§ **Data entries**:
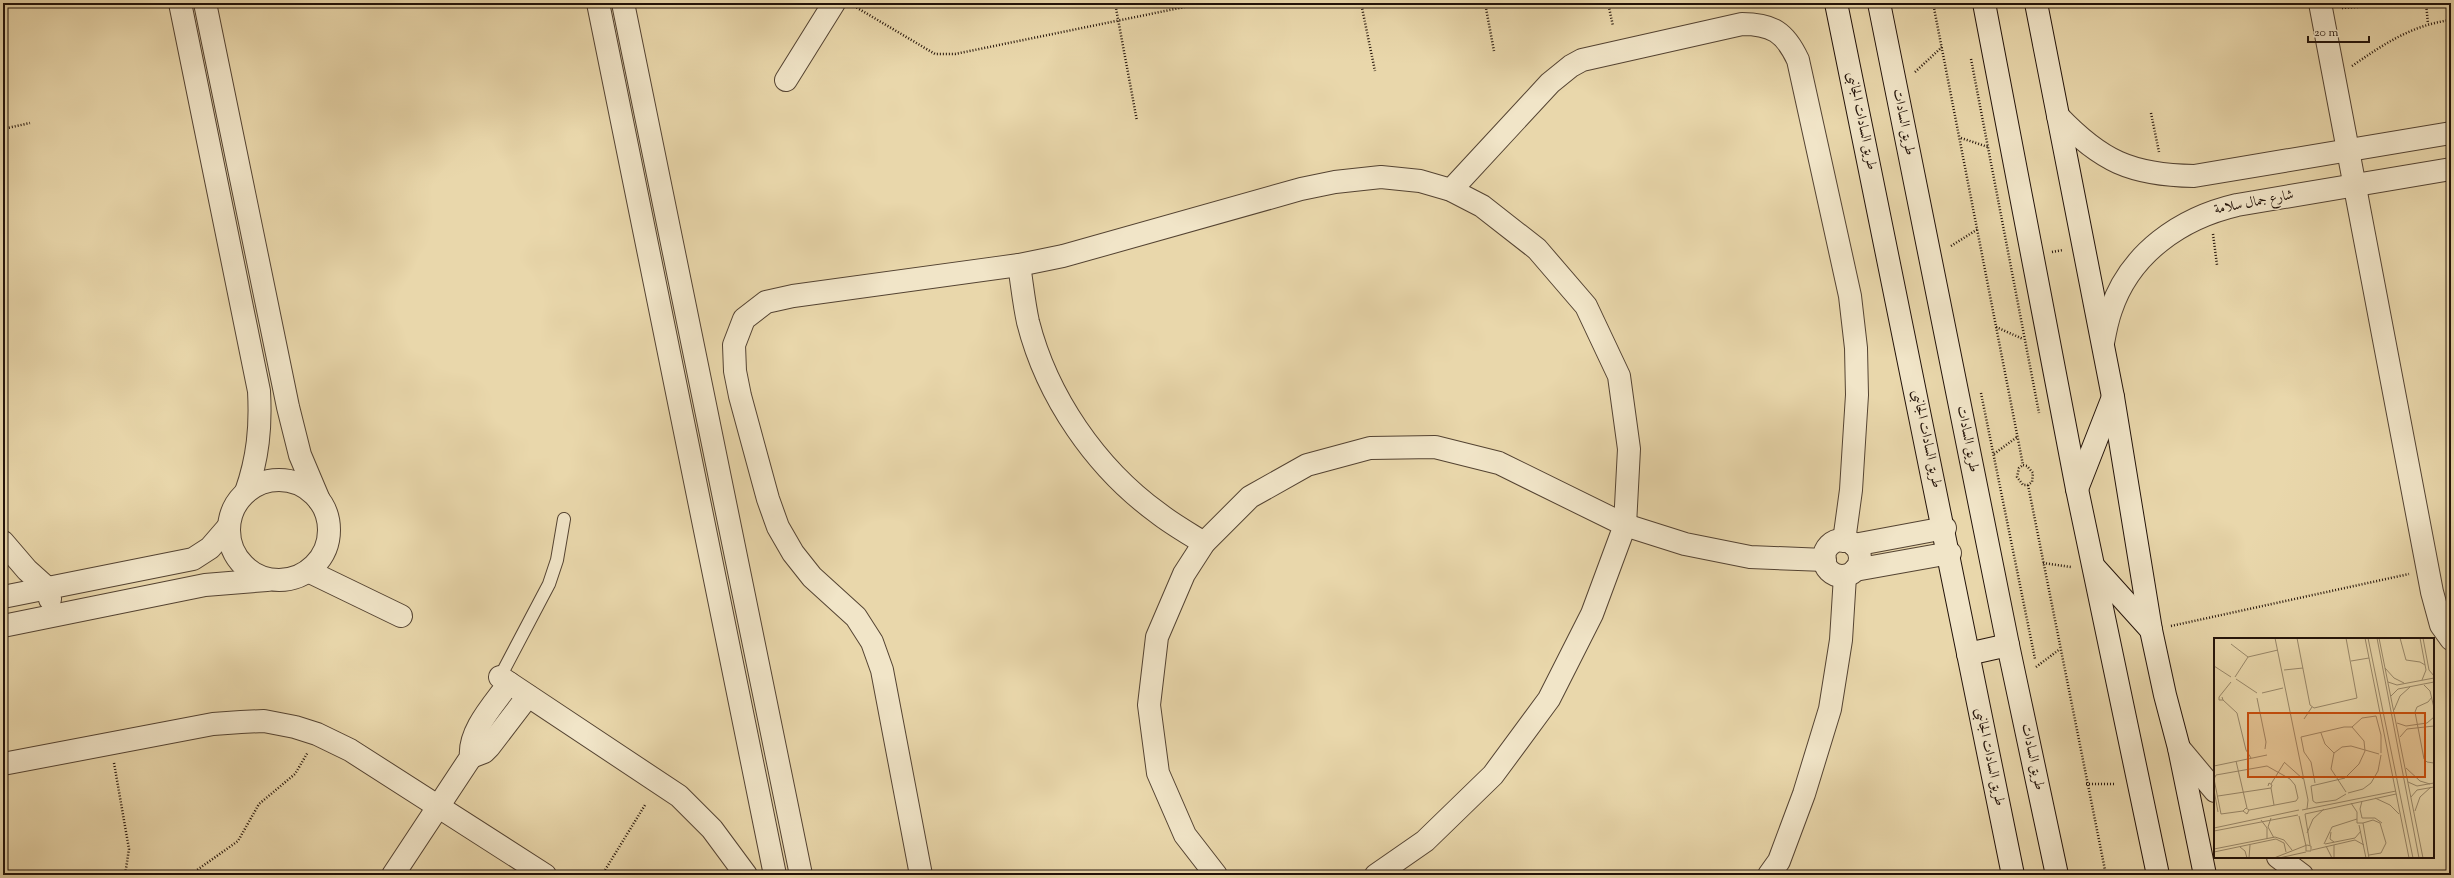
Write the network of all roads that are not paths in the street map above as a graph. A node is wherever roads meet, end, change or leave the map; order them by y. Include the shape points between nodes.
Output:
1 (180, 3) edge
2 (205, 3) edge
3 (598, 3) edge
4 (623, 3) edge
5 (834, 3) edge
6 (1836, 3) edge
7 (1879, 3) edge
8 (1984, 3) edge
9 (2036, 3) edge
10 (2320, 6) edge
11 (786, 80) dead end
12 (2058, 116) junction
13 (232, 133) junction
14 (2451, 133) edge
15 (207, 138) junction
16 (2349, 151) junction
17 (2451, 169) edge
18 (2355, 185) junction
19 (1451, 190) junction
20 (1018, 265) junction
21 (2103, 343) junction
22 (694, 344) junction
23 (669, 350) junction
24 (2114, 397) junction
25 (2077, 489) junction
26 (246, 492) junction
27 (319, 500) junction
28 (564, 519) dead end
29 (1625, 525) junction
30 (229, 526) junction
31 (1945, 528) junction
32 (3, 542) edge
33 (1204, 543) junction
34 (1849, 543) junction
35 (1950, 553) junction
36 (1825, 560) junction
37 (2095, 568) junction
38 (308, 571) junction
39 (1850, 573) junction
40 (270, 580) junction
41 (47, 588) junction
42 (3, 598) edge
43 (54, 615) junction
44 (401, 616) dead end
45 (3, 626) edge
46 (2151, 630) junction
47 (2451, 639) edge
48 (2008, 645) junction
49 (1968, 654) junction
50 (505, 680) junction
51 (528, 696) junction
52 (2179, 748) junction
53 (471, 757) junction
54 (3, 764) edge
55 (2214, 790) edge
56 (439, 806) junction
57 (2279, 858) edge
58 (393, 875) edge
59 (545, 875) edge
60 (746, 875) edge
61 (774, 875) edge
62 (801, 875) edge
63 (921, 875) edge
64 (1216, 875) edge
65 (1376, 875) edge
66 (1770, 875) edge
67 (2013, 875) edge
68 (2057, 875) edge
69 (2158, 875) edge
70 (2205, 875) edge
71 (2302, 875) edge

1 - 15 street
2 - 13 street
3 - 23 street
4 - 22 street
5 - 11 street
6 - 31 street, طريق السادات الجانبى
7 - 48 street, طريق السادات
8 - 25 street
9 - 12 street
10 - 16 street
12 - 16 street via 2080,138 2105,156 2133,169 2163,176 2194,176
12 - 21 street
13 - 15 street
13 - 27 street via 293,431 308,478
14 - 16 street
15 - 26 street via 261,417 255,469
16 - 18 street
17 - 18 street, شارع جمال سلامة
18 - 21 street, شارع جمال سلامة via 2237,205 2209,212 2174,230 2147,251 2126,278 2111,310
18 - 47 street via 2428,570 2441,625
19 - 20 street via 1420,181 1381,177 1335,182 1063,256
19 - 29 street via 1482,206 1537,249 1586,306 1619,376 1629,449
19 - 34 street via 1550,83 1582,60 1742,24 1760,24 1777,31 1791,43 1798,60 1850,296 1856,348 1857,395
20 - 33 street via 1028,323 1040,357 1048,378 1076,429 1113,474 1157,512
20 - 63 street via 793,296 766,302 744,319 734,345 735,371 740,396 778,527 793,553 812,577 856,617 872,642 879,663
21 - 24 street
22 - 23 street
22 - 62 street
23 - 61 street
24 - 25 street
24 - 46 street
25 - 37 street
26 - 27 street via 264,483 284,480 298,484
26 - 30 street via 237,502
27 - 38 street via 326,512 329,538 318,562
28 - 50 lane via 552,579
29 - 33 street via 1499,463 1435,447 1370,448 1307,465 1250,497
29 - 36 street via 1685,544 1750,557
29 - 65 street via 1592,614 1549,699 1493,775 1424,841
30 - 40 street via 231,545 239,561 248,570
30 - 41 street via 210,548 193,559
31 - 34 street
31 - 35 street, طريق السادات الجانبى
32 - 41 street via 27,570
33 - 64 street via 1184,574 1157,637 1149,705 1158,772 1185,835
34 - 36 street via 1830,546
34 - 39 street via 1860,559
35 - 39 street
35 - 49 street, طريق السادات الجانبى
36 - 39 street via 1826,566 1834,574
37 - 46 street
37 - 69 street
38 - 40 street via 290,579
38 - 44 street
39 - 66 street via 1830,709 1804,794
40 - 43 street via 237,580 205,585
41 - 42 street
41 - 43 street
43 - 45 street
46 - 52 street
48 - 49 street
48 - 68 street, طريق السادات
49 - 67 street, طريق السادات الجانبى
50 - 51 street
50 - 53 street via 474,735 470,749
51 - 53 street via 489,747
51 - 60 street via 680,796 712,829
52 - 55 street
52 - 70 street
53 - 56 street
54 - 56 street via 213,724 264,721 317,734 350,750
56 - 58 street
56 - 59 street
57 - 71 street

§ **Aim of the task**: Your reply must reproduce all of the entries exactly and contain no pictures.

§ **Expected answer**:
Write the network of all roads that are not paths in the street map above as a graph. A node is wherever roads meet, end, change or leave the map; order them by y. Include the shape points between nodes.
Output:
1 (180, 3) edge
2 (205, 3) edge
3 (598, 3) edge
4 (623, 3) edge
5 (834, 3) edge
6 (1836, 3) edge
7 (1879, 3) edge
8 (1984, 3) edge
9 (2036, 3) edge
10 (2320, 6) edge
11 (786, 80) dead end
12 (2058, 116) junction
13 (232, 133) junction
14 (2451, 133) edge
15 (207, 138) junction
16 (2349, 151) junction
17 (2451, 169) edge
18 (2355, 185) junction
19 (1451, 190) junction
20 (1018, 265) junction
21 (2103, 343) junction
22 (694, 344) junction
23 (669, 350) junction
24 (2114, 397) junction
25 (2077, 489) junction
26 (246, 492) junction
27 (319, 500) junction
28 (564, 519) dead end
29 (1625, 525) junction
30 (229, 526) junction
31 (1945, 528) junction
32 (3, 542) edge
33 (1204, 543) junction
34 (1849, 543) junction
35 (1950, 553) junction
36 (1825, 560) junction
37 (2095, 568) junction
38 (308, 571) junction
39 (1850, 573) junction
40 (270, 580) junction
41 (47, 588) junction
42 (3, 598) edge
43 (54, 615) junction
44 (401, 616) dead end
45 (3, 626) edge
46 (2151, 630) junction
47 (2451, 639) edge
48 (2008, 645) junction
49 (1968, 654) junction
50 (505, 680) junction
51 (528, 696) junction
52 (2179, 748) junction
53 (471, 757) junction
54 (3, 764) edge
55 (2214, 790) edge
56 (439, 806) junction
57 (2279, 858) edge
58 (393, 875) edge
59 (545, 875) edge
60 (746, 875) edge
61 (774, 875) edge
62 (801, 875) edge
63 (921, 875) edge
64 (1216, 875) edge
65 (1376, 875) edge
66 (1770, 875) edge
67 (2013, 875) edge
68 (2057, 875) edge
69 (2158, 875) edge
70 (2205, 875) edge
71 (2302, 875) edge

1 - 15 street
2 - 13 street
3 - 23 street
4 - 22 street
5 - 11 street
6 - 31 street, طريق السادات الجانبى
7 - 48 street, طريق السادات
8 - 25 street
9 - 12 street
10 - 16 street
12 - 16 street via 2080,138 2105,156 2133,169 2163,176 2194,176
12 - 21 street
13 - 15 street
13 - 27 street via 293,431 308,478
14 - 16 street
15 - 26 street via 261,417 255,469
16 - 18 street
17 - 18 street, شارع جمال سلامة
18 - 21 street, شارع جمال سلامة via 2237,205 2209,212 2174,230 2147,251 2126,278 2111,310
18 - 47 street via 2428,570 2441,625
19 - 20 street via 1420,181 1381,177 1335,182 1063,256
19 - 29 street via 1482,206 1537,249 1586,306 1619,376 1629,449
19 - 34 street via 1550,83 1582,60 1742,24 1760,24 1777,31 1791,43 1798,60 1850,296 1856,348 1857,395
20 - 33 street via 1028,323 1040,357 1048,378 1076,429 1113,474 1157,512
20 - 63 street via 793,296 766,302 744,319 734,345 735,371 740,396 778,527 793,553 812,577 856,617 872,642 879,663
21 - 24 street
22 - 23 street
22 - 62 street
23 - 61 street
24 - 25 street
24 - 46 street
25 - 37 street
26 - 27 street via 264,483 284,480 298,484
26 - 30 street via 237,502
27 - 38 street via 326,512 329,538 318,562
28 - 50 lane via 552,579
29 - 33 street via 1499,463 1435,447 1370,448 1307,465 1250,497
29 - 36 street via 1685,544 1750,557
29 - 65 street via 1592,614 1549,699 1493,775 1424,841
30 - 40 street via 231,545 239,561 248,570
30 - 41 street via 210,548 193,559
31 - 34 street
31 - 35 street, طريق السادات الجانبى
32 - 41 street via 27,570
33 - 64 street via 1184,574 1157,637 1149,705 1158,772 1185,835
34 - 36 street via 1830,546
34 - 39 street via 1860,559
35 - 39 street
35 - 49 street, طريق السادات الجانبى
36 - 39 street via 1826,566 1834,574
37 - 46 street
37 - 69 street
38 - 40 street via 290,579
38 - 44 street
39 - 66 street via 1830,709 1804,794
40 - 43 street via 237,580 205,585
41 - 42 street
41 - 43 street
43 - 45 street
46 - 52 street
48 - 49 street
48 - 68 street, طريق السادات
49 - 67 street, طريق السادات الجانبى
50 - 51 street
50 - 53 street via 474,735 470,749
51 - 53 street via 489,747
51 - 60 street via 680,796 712,829
52 - 55 street
52 - 70 street
53 - 56 street
54 - 56 street via 213,724 264,721 317,734 350,750
56 - 58 street
56 - 59 street
57 - 71 street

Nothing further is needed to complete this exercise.